A tensão aproxima-se do clímax, mas não surgiu de repente
nem nasceu por geração espontânea. É filha legítima da dinâmica beligerante que
o PT imprimiu ao seu modo de governar, tendo Luiz Inácio da Silva como o
comandante em chefe.
O ato de confraternização em que Lula vestiu o boné
do MST logo no início de seu primeiro governo soou como um aval do então
presidente às ações do movimento. Raras as que não tinham caráter violento.
Quando não de agressão física, de ofensa ao direito de propriedade consagrado
pela Constituição.
A sucessora agora repete o ato de fiança aos
renitentes infratores da lei quando os recebe em Palácio no dia seguinte à
promoção de um conflito ali mesmo às portas do Planalto. A motivação? Reatar o
diálogo com o MST, como se fosse conversa o objetivo de quem invade, depreda e
destrói laboratórios de pesquisa.
Dilma retoma, assim, a mecânica conflituosa que
Lula resumiu na expressão "nós contra eles" ao dividir o País entre
apoiadores patriotas e críticos conspiradores.
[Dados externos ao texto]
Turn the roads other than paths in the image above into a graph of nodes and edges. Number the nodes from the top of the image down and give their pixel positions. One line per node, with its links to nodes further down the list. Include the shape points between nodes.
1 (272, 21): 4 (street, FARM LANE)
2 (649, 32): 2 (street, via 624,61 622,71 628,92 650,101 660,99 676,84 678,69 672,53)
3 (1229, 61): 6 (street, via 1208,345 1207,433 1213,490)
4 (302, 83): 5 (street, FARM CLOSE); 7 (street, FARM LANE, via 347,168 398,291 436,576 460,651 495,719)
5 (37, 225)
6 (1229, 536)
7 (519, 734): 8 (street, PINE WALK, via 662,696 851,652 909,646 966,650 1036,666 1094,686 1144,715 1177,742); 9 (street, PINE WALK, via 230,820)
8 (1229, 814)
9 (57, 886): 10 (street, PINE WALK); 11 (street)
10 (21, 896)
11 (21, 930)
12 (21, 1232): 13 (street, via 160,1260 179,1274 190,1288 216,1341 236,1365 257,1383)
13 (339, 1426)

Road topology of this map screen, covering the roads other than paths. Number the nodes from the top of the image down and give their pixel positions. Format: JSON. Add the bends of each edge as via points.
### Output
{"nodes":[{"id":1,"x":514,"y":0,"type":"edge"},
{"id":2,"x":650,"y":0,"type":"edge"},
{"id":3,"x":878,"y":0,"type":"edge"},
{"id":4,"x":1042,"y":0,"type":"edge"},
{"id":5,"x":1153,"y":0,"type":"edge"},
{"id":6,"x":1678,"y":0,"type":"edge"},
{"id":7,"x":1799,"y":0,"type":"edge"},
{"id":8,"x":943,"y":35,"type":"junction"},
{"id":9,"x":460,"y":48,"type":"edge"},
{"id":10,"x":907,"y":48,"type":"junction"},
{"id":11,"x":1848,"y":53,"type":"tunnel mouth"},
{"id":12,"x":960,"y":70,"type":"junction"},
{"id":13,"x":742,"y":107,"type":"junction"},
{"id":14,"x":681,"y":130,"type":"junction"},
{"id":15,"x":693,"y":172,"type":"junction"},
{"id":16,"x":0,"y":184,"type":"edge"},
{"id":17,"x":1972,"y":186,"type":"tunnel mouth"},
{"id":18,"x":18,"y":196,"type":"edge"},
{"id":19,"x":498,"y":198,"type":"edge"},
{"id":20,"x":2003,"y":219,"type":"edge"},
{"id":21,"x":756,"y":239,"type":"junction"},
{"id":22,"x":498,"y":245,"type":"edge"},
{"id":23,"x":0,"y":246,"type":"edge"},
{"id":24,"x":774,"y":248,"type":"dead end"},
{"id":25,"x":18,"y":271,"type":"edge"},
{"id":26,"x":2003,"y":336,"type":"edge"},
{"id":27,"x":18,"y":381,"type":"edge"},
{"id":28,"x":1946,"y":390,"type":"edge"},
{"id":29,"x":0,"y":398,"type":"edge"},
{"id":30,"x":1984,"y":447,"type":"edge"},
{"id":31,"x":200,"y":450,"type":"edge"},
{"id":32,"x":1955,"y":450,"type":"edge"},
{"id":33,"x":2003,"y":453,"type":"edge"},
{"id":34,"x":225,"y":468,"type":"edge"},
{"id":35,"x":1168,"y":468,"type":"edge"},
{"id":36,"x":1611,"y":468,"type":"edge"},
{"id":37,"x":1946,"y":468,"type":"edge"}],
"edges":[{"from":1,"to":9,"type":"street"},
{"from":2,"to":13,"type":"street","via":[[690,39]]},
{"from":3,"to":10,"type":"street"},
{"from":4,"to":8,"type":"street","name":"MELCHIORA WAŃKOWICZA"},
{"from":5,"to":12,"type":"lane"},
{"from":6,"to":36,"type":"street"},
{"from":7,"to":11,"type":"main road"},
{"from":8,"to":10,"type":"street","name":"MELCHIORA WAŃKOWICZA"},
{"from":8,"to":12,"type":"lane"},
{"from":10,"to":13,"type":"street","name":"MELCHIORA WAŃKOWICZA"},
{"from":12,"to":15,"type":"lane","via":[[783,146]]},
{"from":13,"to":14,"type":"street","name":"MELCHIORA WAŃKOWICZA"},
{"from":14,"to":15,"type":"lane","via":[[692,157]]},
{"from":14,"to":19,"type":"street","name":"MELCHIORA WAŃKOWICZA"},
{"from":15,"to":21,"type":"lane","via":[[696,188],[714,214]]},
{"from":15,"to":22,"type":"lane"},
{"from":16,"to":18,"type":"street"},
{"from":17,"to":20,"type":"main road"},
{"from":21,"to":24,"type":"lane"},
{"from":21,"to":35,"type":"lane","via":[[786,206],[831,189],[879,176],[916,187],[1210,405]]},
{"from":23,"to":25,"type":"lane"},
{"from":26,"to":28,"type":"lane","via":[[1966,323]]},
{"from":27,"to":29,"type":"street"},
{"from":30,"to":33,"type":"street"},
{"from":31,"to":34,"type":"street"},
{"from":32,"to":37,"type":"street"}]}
Não há, pela lógica do governo, opositores. Há
inimigos a serem dizimados. O exemplo "de cima" espalhou-se pirâmide
social abaixo, contaminou os oposicionistas igualmente enraivecidos e fez da
tolerância artigo em extinção.
A ausência de civilidade se generalizou. Não se
trocam ideias, altercam-se insultos.
Sabem o senhor e a senhora do que anda precisando
nosso País? Uma mudança de hábitos. Por exemplo, competência e honestidade são
valores a serem bem pesados e medidos na hora da escolha de governantes.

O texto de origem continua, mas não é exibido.